Emissioni più alte ma inquinamento più basso in Italia
Allontanare i giacimento verso Paesi remoti non riduce l’inquinamento: lo fa crescere, però lo sposta lontano da casa nostra.
Più petroliere in evoluzione davanti alle nostre belle spiagge e più metanodotti come quello contestato in Puglia.
Per importare il gas dall’estero è necessario bruciarne una percentuale importante per poterlo comprimere e trasportare, con il conseguente aumento delle emissioni del 25% circa rispetto al gas prodotto in Italia.
Tuttavia l’allotanamento dagli impianti dagli occhi dei concittadini (ed elettori) potrebbe ridurre i rischi di contaminazione e di sicuro riduce l’attenzione dei comitati nimby di opposizione locale.

Finora canoni bassi e royalty alte
Questo il criterio seguito finora in Italia. Le risorse del sottosuolo (metano, anidride carbonica, metalli, minerali e così via) appartengono alla collettività dei cittadini, ma lo Stato non le sfrutta e lascia che siano investitori privati a cercare al posto suo le risorse del sottosuolo. Solamente se e quando questi beni saranno effettivamente individuati ed estratti, a quel punto lo Stato si rivale su quelle risorse e ne chiede una parte cospicua del valore, in genere fra il 7 e il 10%.
I canoni bassi sono un incentivo a cercare risorse minerarie e a metterle a disposizione dello Stato e dei cittadini, e uno stimolo a utilizzare anche i giacimenti minori.

Rimarrebbero le multinazionali, esclusi i piccoli
La conseguenza dell’inasprimento dei canoni di concessione è una minore appetibilità dei giacimenti nazionali di dimensioni minori e una minore accessibilità delle società minori alle risorse. In altre parole, solamente le “major” riuscirebbero ad affrontare l’investimento, e solamente per i giacimenti più vasti. L’aumento dei canoni però bilancerebbe il calo nel loro numero.

Il calo degli incassi dello Stato
Secondo stime dell’Assomineraria — quindi stime di parte — la moratoria nel solo caso dei permessi di ricerca, si stimano nei prossimi anni minori investimenti per oltre 400 milioni di euro e una diminuzione delle entrate per le casse dello Stato (tra tasse, contributi e royalty) per circa 110 milioni di euro per anno.
Pare che non accadrà, ma se i vincoli venissero applicati anche al caso di stop ai giacimenti nelle aree che il piano riterrà non idonee, verrebbero a mancare investimenti e spese di esercizio per circa 6 miliardi di euro e si registrerebbe una diminuzione delle entrate per le casse dello Stato per oltre 300 milioni per anno.

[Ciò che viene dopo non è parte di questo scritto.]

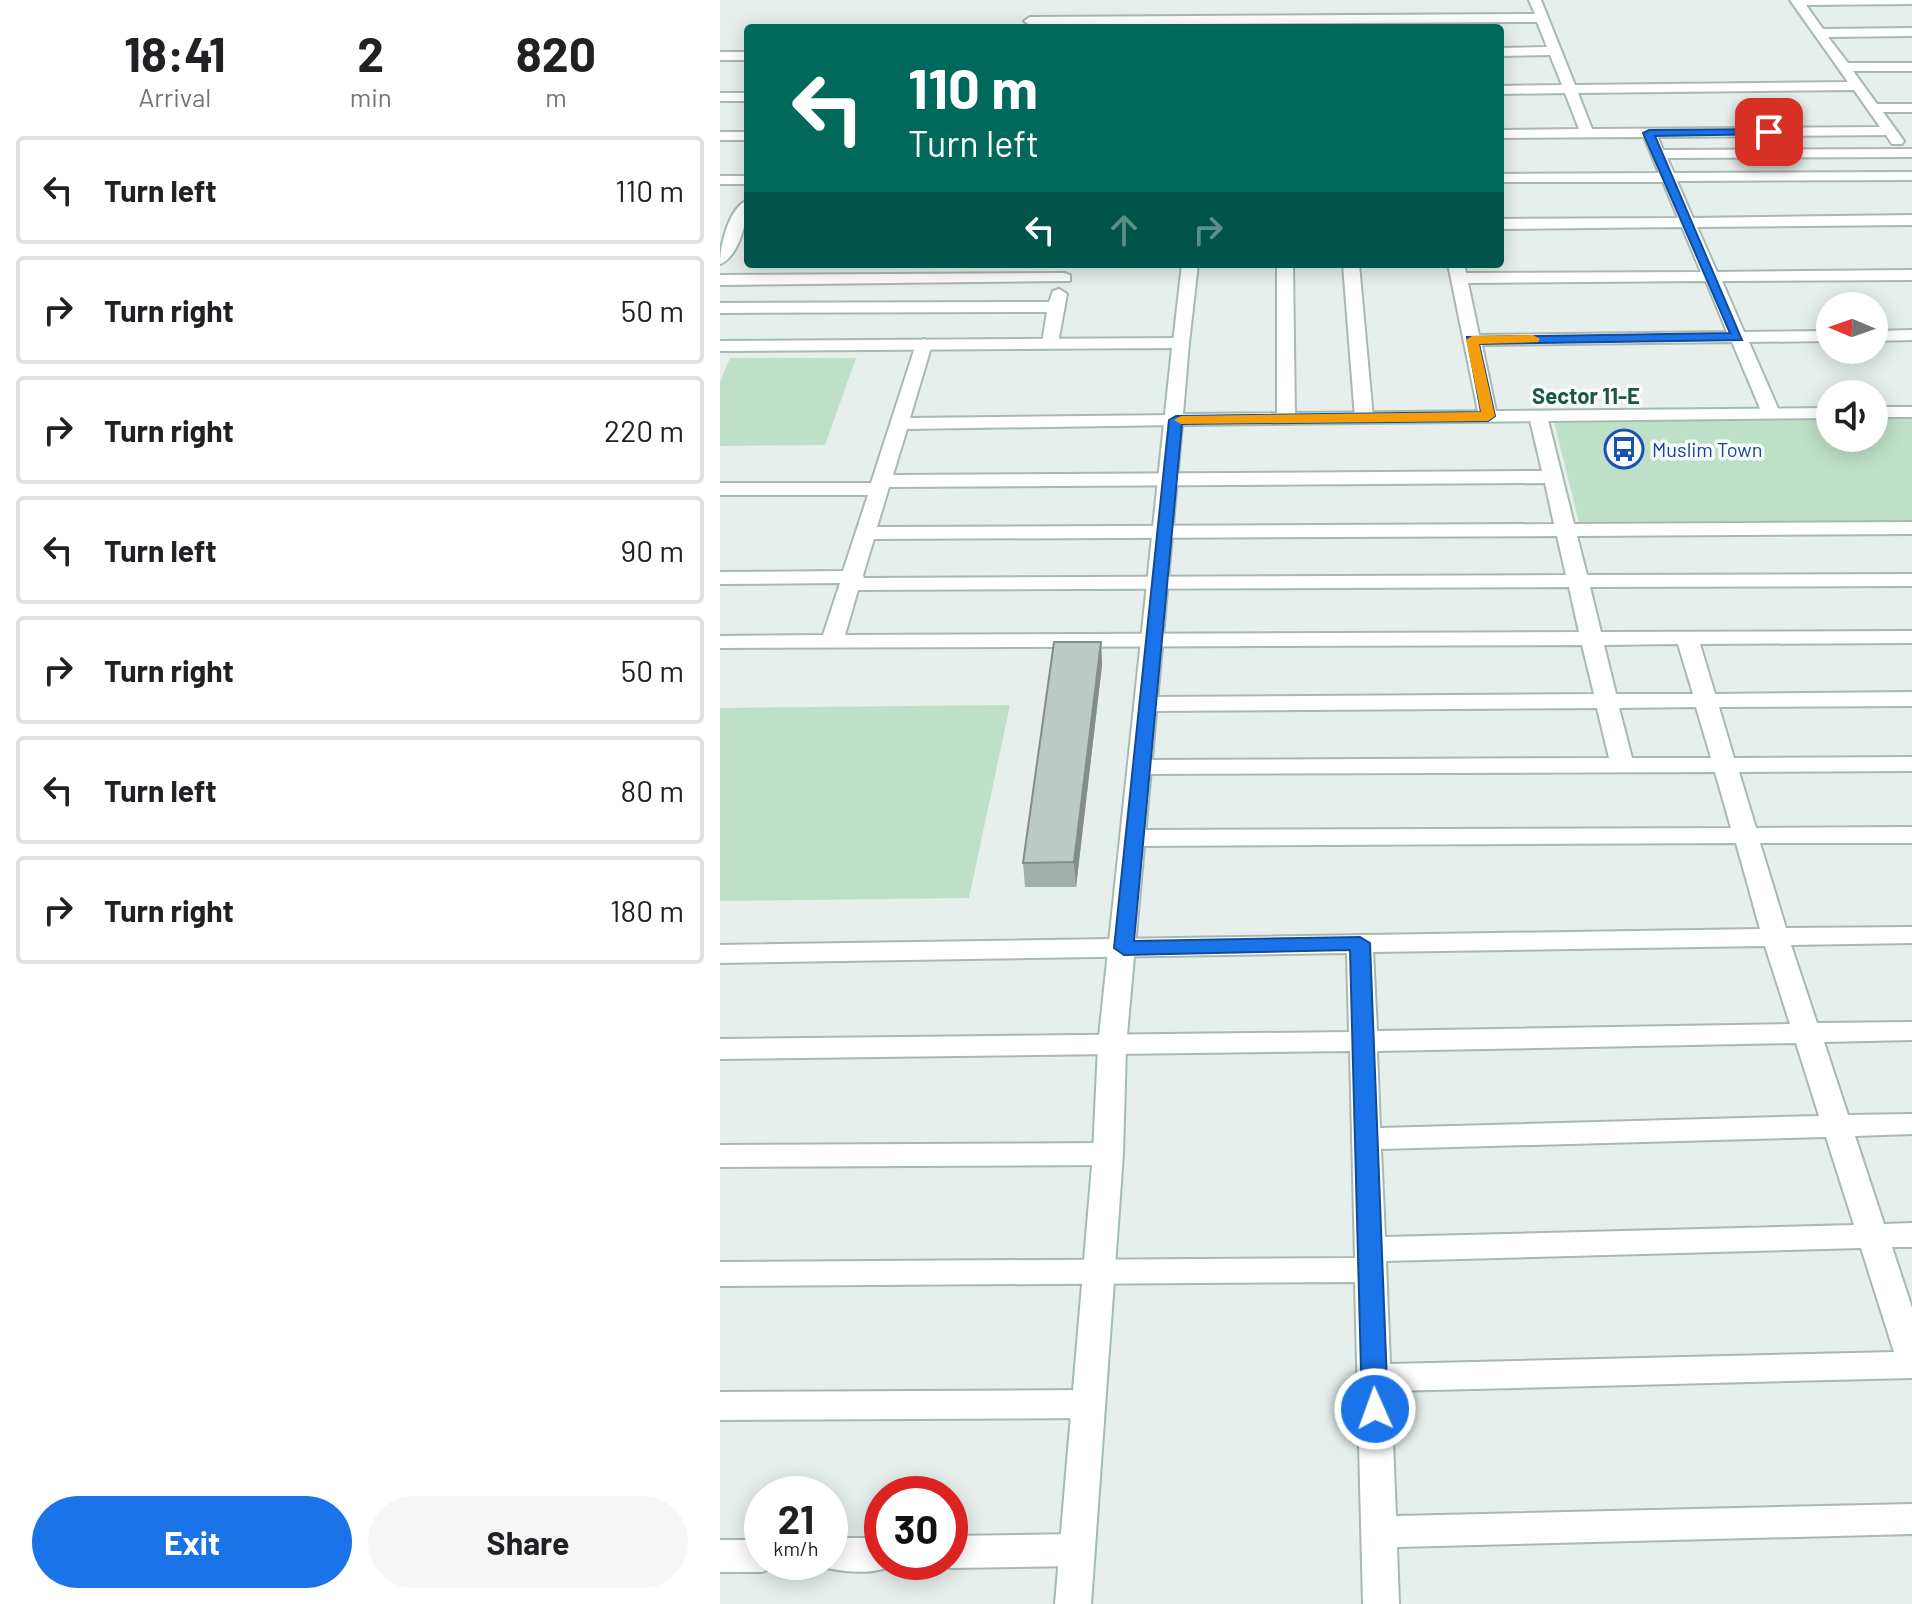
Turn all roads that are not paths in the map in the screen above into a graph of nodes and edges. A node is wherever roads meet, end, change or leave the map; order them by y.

Il problema dei lavoratori
C’è un solido problema di gente che verrebbe licenziata in tronco, e sono soprattutto i dipendenti delle piccole compagnie che cercano i giacimenti per poi, dopo averli trovati, li cedono alle grandi compagnie con le spalle larghe per sostenere gli investimenti successivi.
Molto forte anche l’indotto, cioè le aziende di studio e ricerca, di analisi dei dati, di progettazione e ingegneria, di fornitura di tubi e valvolame, le società di fornitura del catering e dei servizi abitativi per il personale di cantiere o imbarcato sulle piattaforme, i battelli di servizio alle piattaforme, gli elicotteristi per il trasporto dei tecnici, i noleggi e così via. Un indotto stimato in più di 100mila persone.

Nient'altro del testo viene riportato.